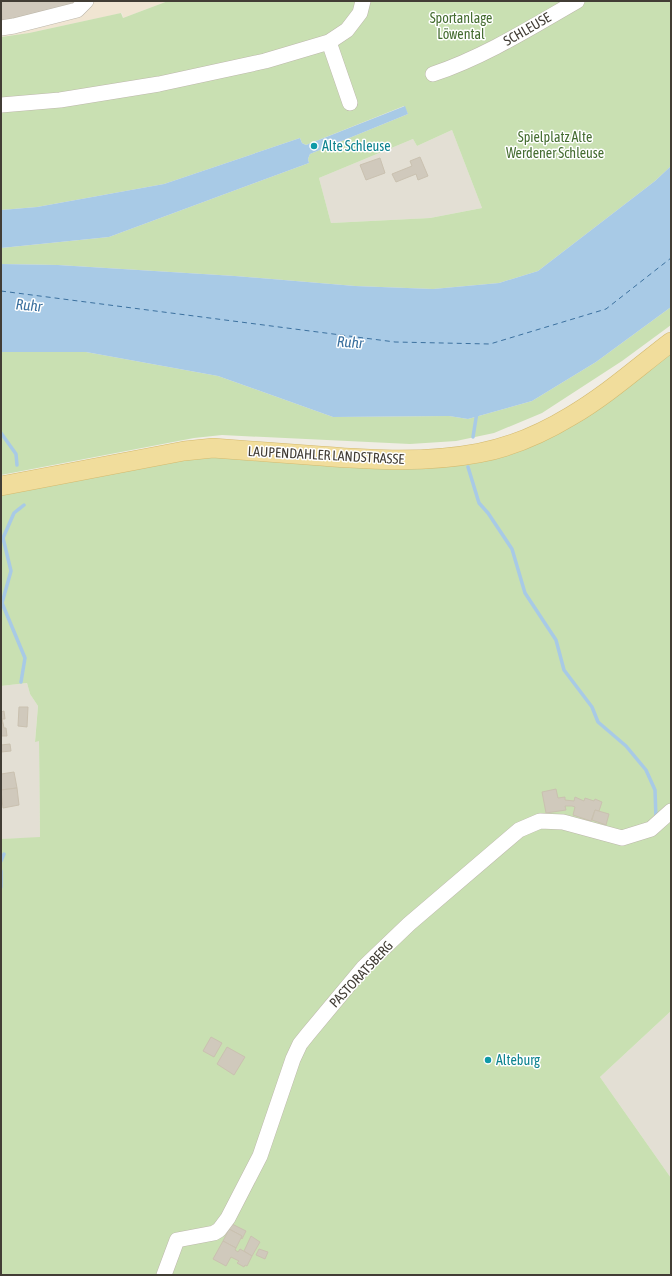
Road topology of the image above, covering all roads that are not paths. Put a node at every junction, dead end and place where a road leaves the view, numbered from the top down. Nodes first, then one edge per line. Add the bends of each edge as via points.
1 (86, 1) edge
2 (363, 1) edge
3 (577, 1) edge
4 (1, 28) edge
5 (329, 42) junction
6 (433, 74) dead end
7 (350, 103) dead end
8 (1, 105) edge
9 (671, 342) edge
10 (1, 486) edge
11 (671, 811) edge
12 (164, 1275) edge

1 - 4 street via 77,10
2 - 5 street via 360,13 347,30
3 - 6 street, SCHLEUSE via 494,48
5 - 7 street
5 - 8 street via 265,61 160,84 60,100
9 - 10 main road, LAUPENDAHLER LANDSTRASSE via 571,416 509,445 479,453 457,457 389,460 213,448 184,451
11 - 12 street, PASTORATSBERG via 651,829 622,838 563,822 540,821 518,830 409,924 363,968 300,1044 292,1059 260,1156 228,1218 214,1233 177,1240

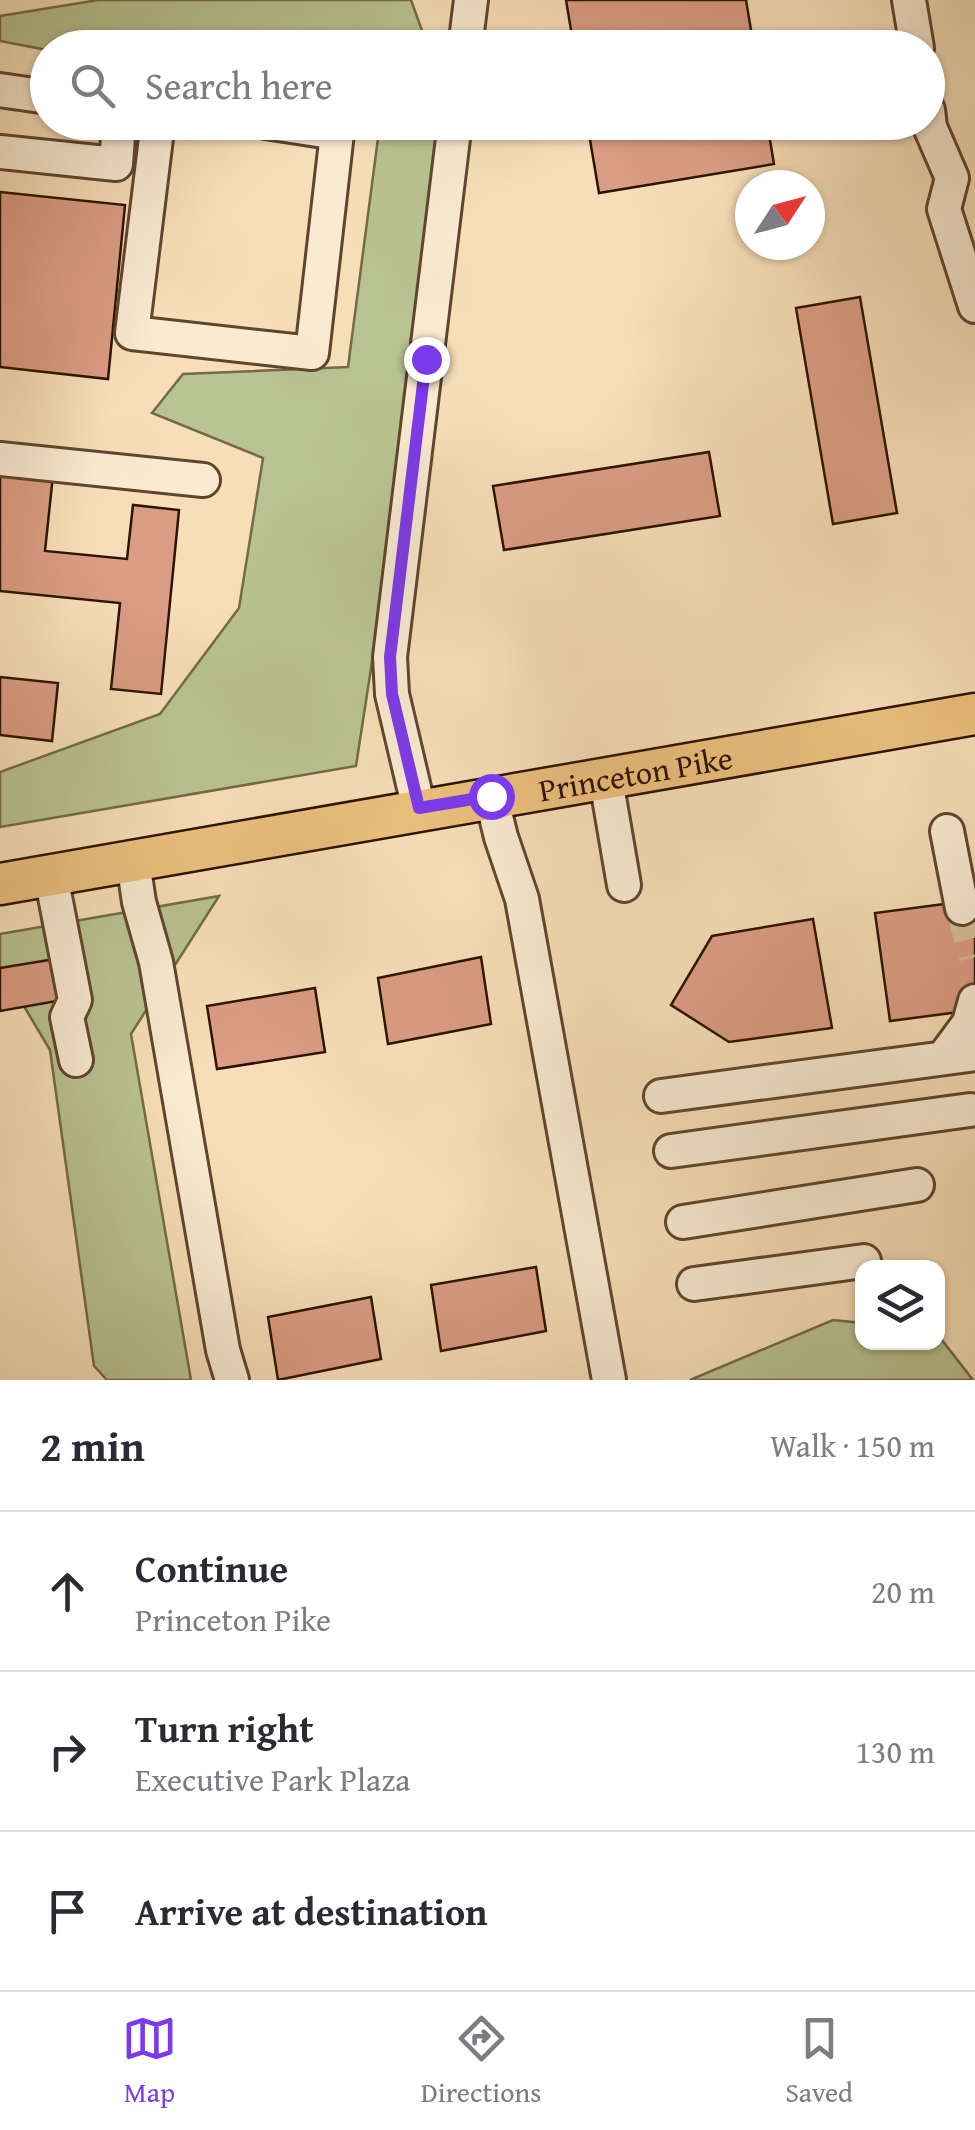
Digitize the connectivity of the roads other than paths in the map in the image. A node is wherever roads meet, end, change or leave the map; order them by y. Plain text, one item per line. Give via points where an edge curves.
1 (470, 0) edge
2 (909, 0) edge
3 (466, 30) edge
4 (914, 30) edge
5 (0, 90) edge
6 (30, 94) edge
7 (118, 140) edge
8 (156, 140) edge
9 (336, 140) edge
10 (453, 140) edge
11 (939, 140) edge
12 (0, 152) edge
13 (964, 174) edge
14 (975, 306) edge
15 (0, 459) edge
16 (203, 480) dead end
17 (975, 714) edge
18 (606, 780) junction
19 (491, 796) junction
20 (419, 808) junction
21 (947, 831) dead end
22 (133, 862) junction
23 (51, 876) junction
24 (0, 884) edge
25 (624, 885) dead end
26 (962, 908) tunnel mouth
27 (975, 1001) edge
28 (959, 1056) edge
29 (76, 1060) dead end
30 (661, 1096) dead end
31 (970, 1110) dead end
32 (671, 1151) dead end
33 (917, 1185) dead end
34 (683, 1222) dead end
35 (855, 1262) edge
36 (694, 1284) dead end
37 (232, 1380) edge
38 (609, 1380) edge

1 - 3 lane
2 - 4 lane
5 - 6 lane
7 - 12 lane via 116,164
8 - 9 lane via 132,333 312,353
10 - 20 lane via 390,657 392,694
11 - 13 lane
13 - 14 lane via 944,208
15 - 16 lane
17 - 18 main road, Princeton Pike
18 - 19 main road, Princeton Pike
18 - 25 lane
19 - 20 main road, Princeton Pike
19 - 38 lane via 522,899
20 - 22 main road, Princeton Pike
21 - 26 lane
22 - 23 main road, Princeton Pike
22 - 37 lane
23 - 24 main road, Princeton Pike
23 - 29 lane via 74,1000 67,1017
27 - 28 lane
28 - 30 lane
31 - 32 lane
33 - 34 lane
35 - 36 lane

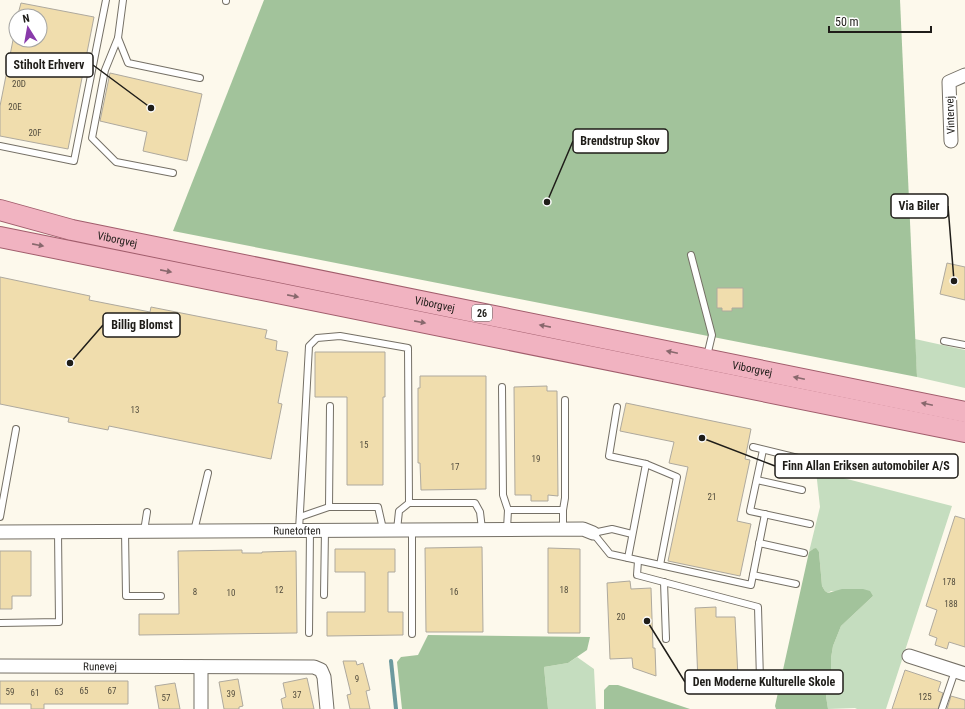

========================================================================

» Your task:
Copy out the data exactly and keep the pictures out.

» Task result:
Road topology of the image above, covering all roads that are not paths. Put a node at every junction, dead end and place where a road leaves the view, numbered from the top down. Nodes first, then one edge per line. Add the bends of each edge as via points.
1 (86, 1) edge
2 (363, 1) edge
3 (577, 1) edge
4 (1, 28) edge
5 (329, 42) junction
6 (433, 74) dead end
7 (350, 103) dead end
8 (1, 105) edge
9 (671, 342) edge
10 (1, 486) edge
11 (671, 811) edge
12 (164, 1275) edge

1 - 4 street via 77,10
2 - 5 street via 360,13 347,30
3 - 6 street, SCHLEUSE via 494,48
5 - 7 street
5 - 8 street via 265,61 160,84 60,100
9 - 10 main road, LAUPENDAHLER LANDSTRASSE via 571,416 509,445 479,453 457,457 389,460 213,448 184,451
11 - 12 street, PASTORATSBERG via 651,829 622,838 563,822 540,821 518,830 409,924 363,968 300,1044 292,1059 260,1156 228,1218 214,1233 177,1240

Digitize the connectivity of the roads other than paths in the map in the image. A node is wherever roads meet, end, change or leave the map; order them by y. Plain text, one item per line. Give via points where an edge curves.
1 (470, 0) edge
2 (909, 0) edge
3 (466, 30) edge
4 (914, 30) edge
5 (0, 90) edge
6 (30, 94) edge
7 (118, 140) edge
8 (156, 140) edge
9 (336, 140) edge
10 (453, 140) edge
11 (939, 140) edge
12 (0, 152) edge
13 (964, 174) edge
14 (975, 306) edge
15 (0, 459) edge
16 (203, 480) dead end
17 (975, 714) edge
18 (606, 780) junction
19 (491, 796) junction
20 (419, 808) junction
21 (947, 831) dead end
22 (133, 862) junction
23 (51, 876) junction
24 (0, 884) edge
25 (624, 885) dead end
26 (962, 908) tunnel mouth
27 (975, 1001) edge
28 (959, 1056) edge
29 (76, 1060) dead end
30 (661, 1096) dead end
31 (970, 1110) dead end
32 (671, 1151) dead end
33 (917, 1185) dead end
34 (683, 1222) dead end
35 (855, 1262) edge
36 (694, 1284) dead end
37 (232, 1380) edge
38 (609, 1380) edge

1 - 3 lane
2 - 4 lane
5 - 6 lane
7 - 12 lane via 116,164
8 - 9 lane via 132,333 312,353
10 - 20 lane via 390,657 392,694
11 - 13 lane
13 - 14 lane via 944,208
15 - 16 lane
17 - 18 main road, Princeton Pike
18 - 19 main road, Princeton Pike
18 - 25 lane
19 - 20 main road, Princeton Pike
19 - 38 lane via 522,899
20 - 22 main road, Princeton Pike
21 - 26 lane
22 - 23 main road, Princeton Pike
22 - 37 lane
23 - 24 main road, Princeton Pike
23 - 29 lane via 74,1000 67,1017
27 - 28 lane
28 - 30 lane
31 - 32 lane
33 - 34 lane
35 - 36 lane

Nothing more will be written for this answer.